## Description of the task
Retype all of the listing exactly, passing over any picture you find.

## The data
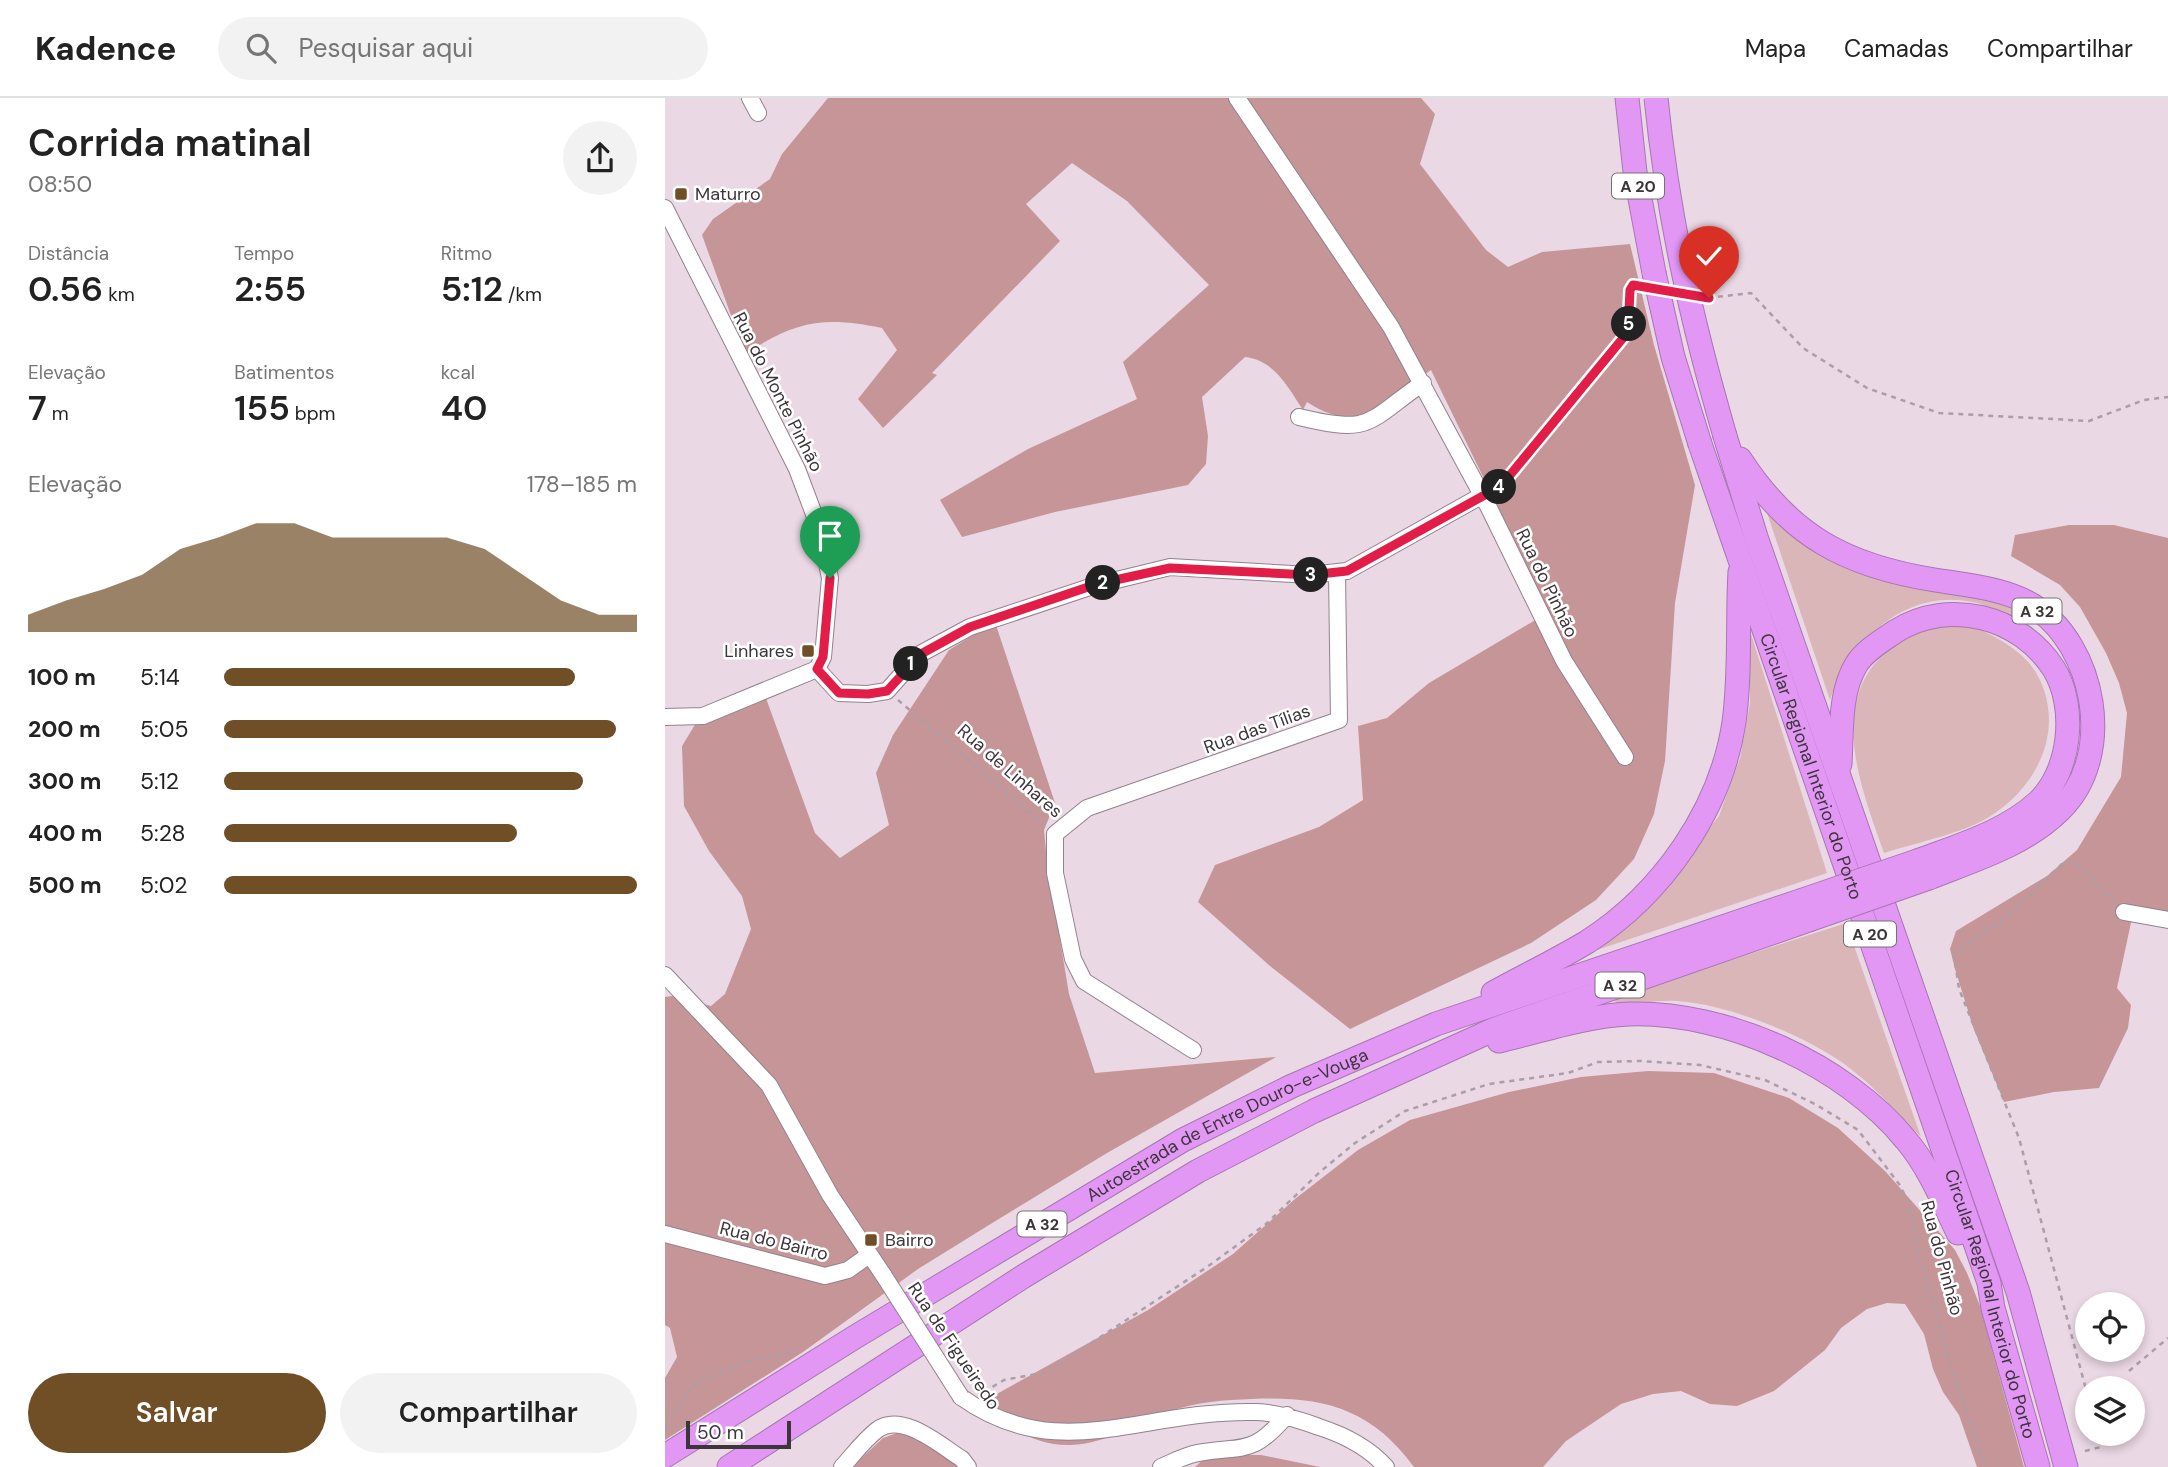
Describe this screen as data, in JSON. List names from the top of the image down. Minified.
{"streets":{"highway":["A 20","A 32","Circular Regional Interior do Porto","Autoestrada de Entre Douro-e-Vouga"],"street":["Rua do Monte Pinhão","Rua do Pinhão","Rua das Tílias","Rua de Linhares","Rua do Bairro","Rua de Figueiredo"]},"crossings":[["Rua do Pinhão","Rua de Figueiredo"],["A 32","Circular Regional Interior do Porto"],["A 32","Autoestrada de Entre Douro-e-Vouga"],["Rua das Tílias","Rua de Linhares"],["Rua do Bairro","Rua de Figueiredo"]],"places":{"transit":["Maturro","Linhares","Bairro"]},"scale_bar":"50 m","page":{"header":"Kadence","search":"Pesquisar aqui","nav":["Mapa","Camadas","Compartilhar"],"heading":["Corrida matinal","08:50"],"stats":[["Distância","0.56 km"],["Tempo","2:55"],["Ritmo","5:12 /km"],["Elevação","7 m"],["Batimentos","155 bpm"],["kcal","40"]],"pins":["5","4","3","2","1"],"chart":["Elevação","178–185 m"],"list":[{"name":"100 m","note":"5:14"},{"name":"200 m","note":"5:05"},{"name":"300 m","note":"5:12"},{"name":"400 m","note":"5:28"},{"name":"500 m","note":"5:02"}],"buttons":["Salvar","Compartilhar"],"scale":"50 m"}}
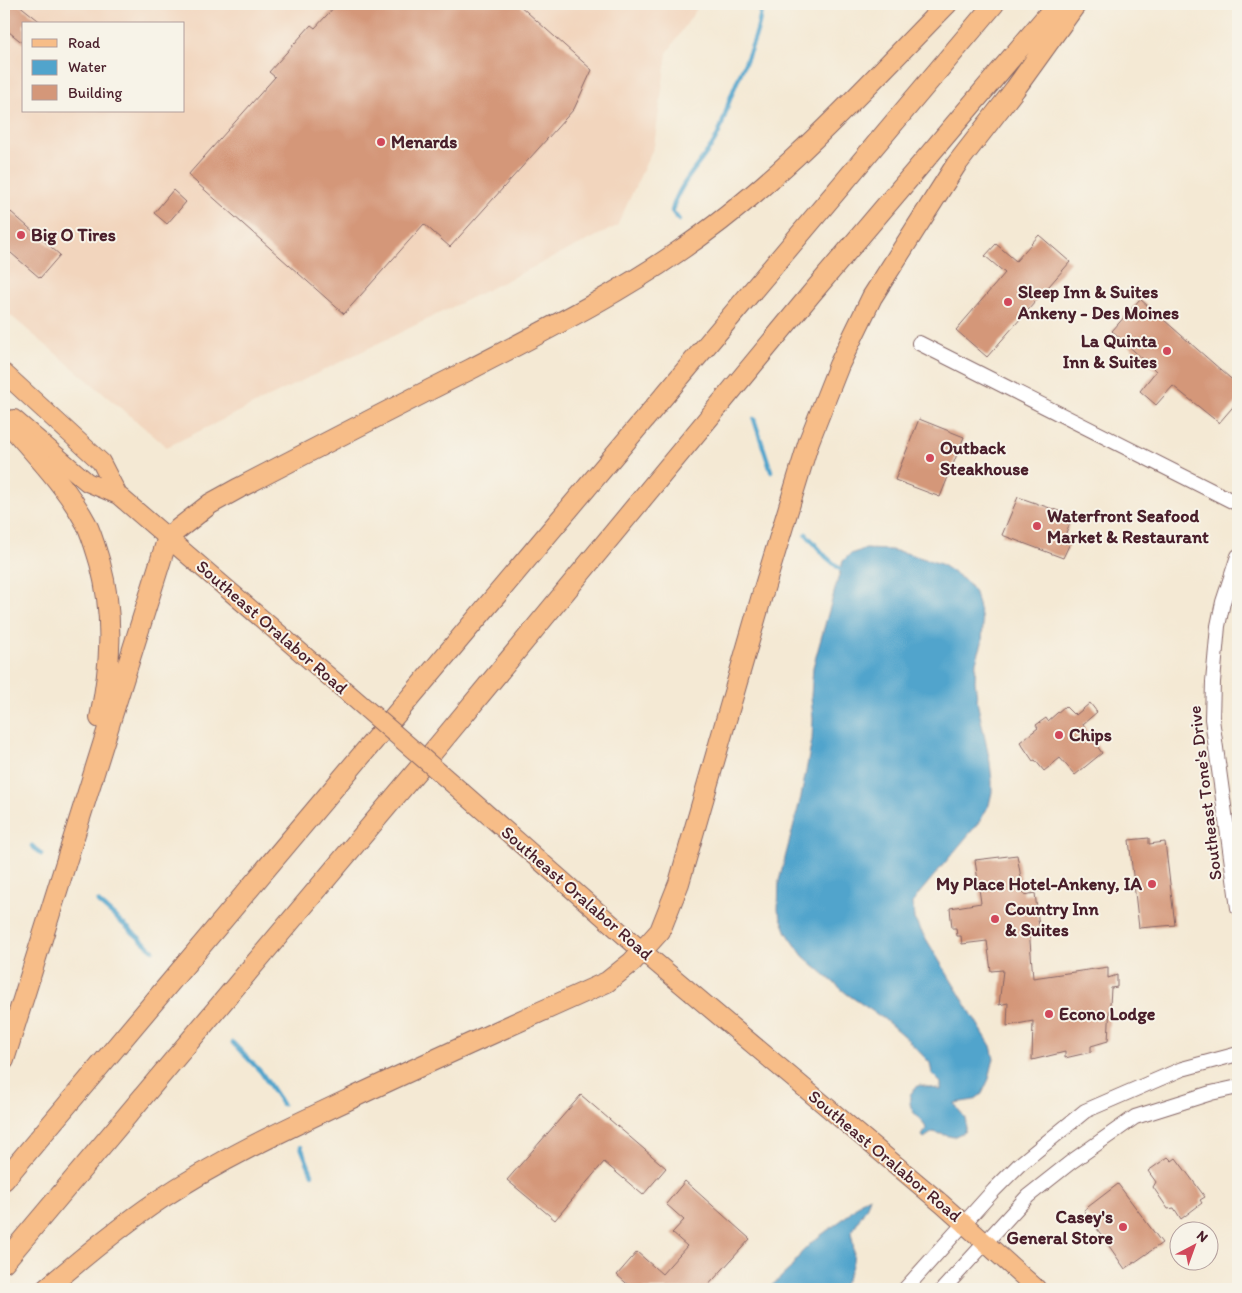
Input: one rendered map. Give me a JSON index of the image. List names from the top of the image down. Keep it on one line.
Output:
{"streets":{"main road":["Southeast Oralabor Road"],"street":["Southeast Tone's Drive"]},"places":["Menards","Big O Tires","Sleep Inn & Suites Ankeny - Des Moines","La Quinta Inn & Suites","Outback Steakhouse","Waterfront Seafood Market & Restaurant","Chips","My Place Hotel-Ankeny, IA","Country Inn & Suites","Econo Lodge","Casey's General Store"],"legend":["Road","Water","Building"],"north":"top right"}
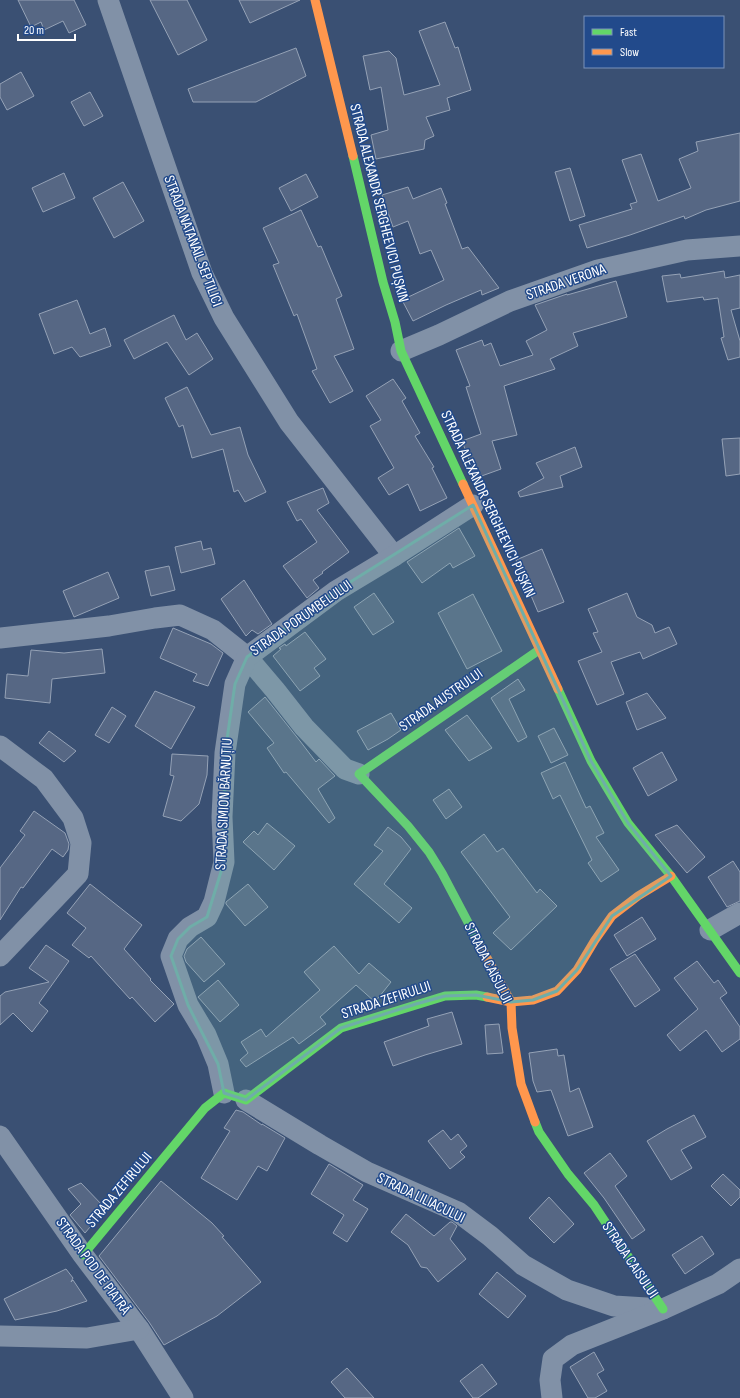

## Answer
Describe this screen as data, in JSON. List names from the top of the image down. Minified.
{"streets":{"highway":["A 20","A 32","Circular Regional Interior do Porto","Autoestrada de Entre Douro-e-Vouga"],"street":["Rua do Monte Pinhão","Rua do Pinhão","Rua das Tílias","Rua de Linhares","Rua do Bairro","Rua de Figueiredo"]},"crossings":[["Rua do Pinhão","Rua de Figueiredo"],["A 32","Circular Regional Interior do Porto"],["A 32","Autoestrada de Entre Douro-e-Vouga"],["Rua das Tílias","Rua de Linhares"],["Rua do Bairro","Rua de Figueiredo"]],"places":{"transit":["Maturro","Linhares","Bairro"]},"scale_bar":"50 m","page":{"header":"Kadence","search":"Pesquisar aqui","nav":["Mapa","Camadas","Compartilhar"],"heading":["Corrida matinal","08:50"],"stats":[["Distância","0.56 km"],["Tempo","2:55"],["Ritmo","5:12 /km"],["Elevação","7 m"],["Batimentos","155 bpm"],["kcal","40"]],"pins":["5","4","3","2","1"],"chart":["Elevação","178–185 m"],"list":[{"name":"100 m","note":"5:14"},{"name":"200 m","note":"5:05"},{"name":"300 m","note":"5:12"},{"name":"400 m","note":"5:28"},{"name":"500 m","note":"5:02"}],"buttons":["Salvar","Compartilhar"],"scale":"50 m"}}
Input: one rendered map. Give me a JSON index of the image. List names from the top of the image down. Keep it on one line.
Output:
{"streets":{"main road":["Southeast Oralabor Road"],"street":["Southeast Tone's Drive"]},"places":["Menards","Big O Tires","Sleep Inn & Suites Ankeny - Des Moines","La Quinta Inn & Suites","Outback Steakhouse","Waterfront Seafood Market & Restaurant","Chips","My Place Hotel-Ankeny, IA","Country Inn & Suites","Econo Lodge","Casey's General Store"],"legend":["Road","Water","Building"],"north":"top right"}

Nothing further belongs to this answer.